• _TASK TO COMPLETE_: Line for line, the listing below is to be transcribed exactly.
================================
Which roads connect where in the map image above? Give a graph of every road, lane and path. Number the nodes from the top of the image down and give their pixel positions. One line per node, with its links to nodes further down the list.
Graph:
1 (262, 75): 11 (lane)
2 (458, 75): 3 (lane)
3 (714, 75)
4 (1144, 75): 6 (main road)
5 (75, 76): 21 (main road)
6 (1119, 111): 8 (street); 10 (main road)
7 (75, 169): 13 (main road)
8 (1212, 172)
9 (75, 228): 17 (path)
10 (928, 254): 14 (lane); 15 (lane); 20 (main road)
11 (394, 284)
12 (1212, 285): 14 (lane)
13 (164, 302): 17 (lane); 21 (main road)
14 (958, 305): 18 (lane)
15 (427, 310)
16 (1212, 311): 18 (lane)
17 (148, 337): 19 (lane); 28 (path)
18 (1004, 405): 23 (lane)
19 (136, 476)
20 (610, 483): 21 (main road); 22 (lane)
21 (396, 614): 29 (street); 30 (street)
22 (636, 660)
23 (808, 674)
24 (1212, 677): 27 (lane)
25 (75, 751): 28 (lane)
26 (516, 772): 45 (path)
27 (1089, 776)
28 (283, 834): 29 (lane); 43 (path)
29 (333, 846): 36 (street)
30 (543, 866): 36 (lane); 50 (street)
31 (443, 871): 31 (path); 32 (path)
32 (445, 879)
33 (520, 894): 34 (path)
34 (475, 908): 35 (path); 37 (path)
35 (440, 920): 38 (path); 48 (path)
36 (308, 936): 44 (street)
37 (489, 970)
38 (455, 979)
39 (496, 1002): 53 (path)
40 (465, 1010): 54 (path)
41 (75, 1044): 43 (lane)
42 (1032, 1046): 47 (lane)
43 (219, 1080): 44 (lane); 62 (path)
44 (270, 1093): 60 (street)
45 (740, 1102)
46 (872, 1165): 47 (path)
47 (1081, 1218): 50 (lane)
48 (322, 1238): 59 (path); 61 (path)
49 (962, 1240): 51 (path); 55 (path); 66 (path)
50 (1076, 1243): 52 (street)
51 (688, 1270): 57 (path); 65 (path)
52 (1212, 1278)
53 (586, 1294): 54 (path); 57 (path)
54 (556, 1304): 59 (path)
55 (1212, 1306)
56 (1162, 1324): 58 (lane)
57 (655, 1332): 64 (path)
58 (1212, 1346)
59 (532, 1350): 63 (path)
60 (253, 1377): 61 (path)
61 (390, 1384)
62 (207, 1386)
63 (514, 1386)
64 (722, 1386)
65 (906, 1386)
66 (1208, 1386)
================================
• _ANSWER SECTION_:
Which roads connect where in the map image above? Give a graph of every road, lane and path. Number the nodes from the top of the image down and give their pixel positions. One line per node, with its links to nodes further down the list.
Graph:
1 (262, 75): 11 (lane)
2 (458, 75): 3 (lane)
3 (714, 75)
4 (1144, 75): 6 (main road)
5 (75, 76): 21 (main road)
6 (1119, 111): 8 (street); 10 (main road)
7 (75, 169): 13 (main road)
8 (1212, 172)
9 (75, 228): 17 (path)
10 (928, 254): 14 (lane); 15 (lane); 20 (main road)
11 (394, 284)
12 (1212, 285): 14 (lane)
13 (164, 302): 17 (lane); 21 (main road)
14 (958, 305): 18 (lane)
15 (427, 310)
16 (1212, 311): 18 (lane)
17 (148, 337): 19 (lane); 28 (path)
18 (1004, 405): 23 (lane)
19 (136, 476)
20 (610, 483): 21 (main road); 22 (lane)
21 (396, 614): 29 (street); 30 (street)
22 (636, 660)
23 (808, 674)
24 (1212, 677): 27 (lane)
25 (75, 751): 28 (lane)
26 (516, 772): 45 (path)
27 (1089, 776)
28 (283, 834): 29 (lane); 43 (path)
29 (333, 846): 36 (street)
30 (543, 866): 36 (lane); 50 (street)
31 (443, 871): 31 (path); 32 (path)
32 (445, 879)
33 (520, 894): 34 (path)
34 (475, 908): 35 (path); 37 (path)
35 (440, 920): 38 (path); 48 (path)
36 (308, 936): 44 (street)
37 (489, 970)
38 (455, 979)
39 (496, 1002): 53 (path)
40 (465, 1010): 54 (path)
41 (75, 1044): 43 (lane)
42 (1032, 1046): 47 (lane)
43 (219, 1080): 44 (lane); 62 (path)
44 (270, 1093): 60 (street)
45 (740, 1102)
46 (872, 1165): 47 (path)
47 (1081, 1218): 50 (lane)
48 (322, 1238): 59 (path); 61 (path)
49 (962, 1240): 51 (path); 55 (path); 66 (path)
50 (1076, 1243): 52 (street)
51 (688, 1270): 57 (path); 65 (path)
52 (1212, 1278)
53 (586, 1294): 54 (path); 57 (path)
54 (556, 1304): 59 (path)
55 (1212, 1306)
56 (1162, 1324): 58 (lane)
57 (655, 1332): 64 (path)
58 (1212, 1346)
59 (532, 1350): 63 (path)
60 (253, 1377): 61 (path)
61 (390, 1384)
62 (207, 1386)
63 (514, 1386)
64 (722, 1386)
65 (906, 1386)
66 (1208, 1386)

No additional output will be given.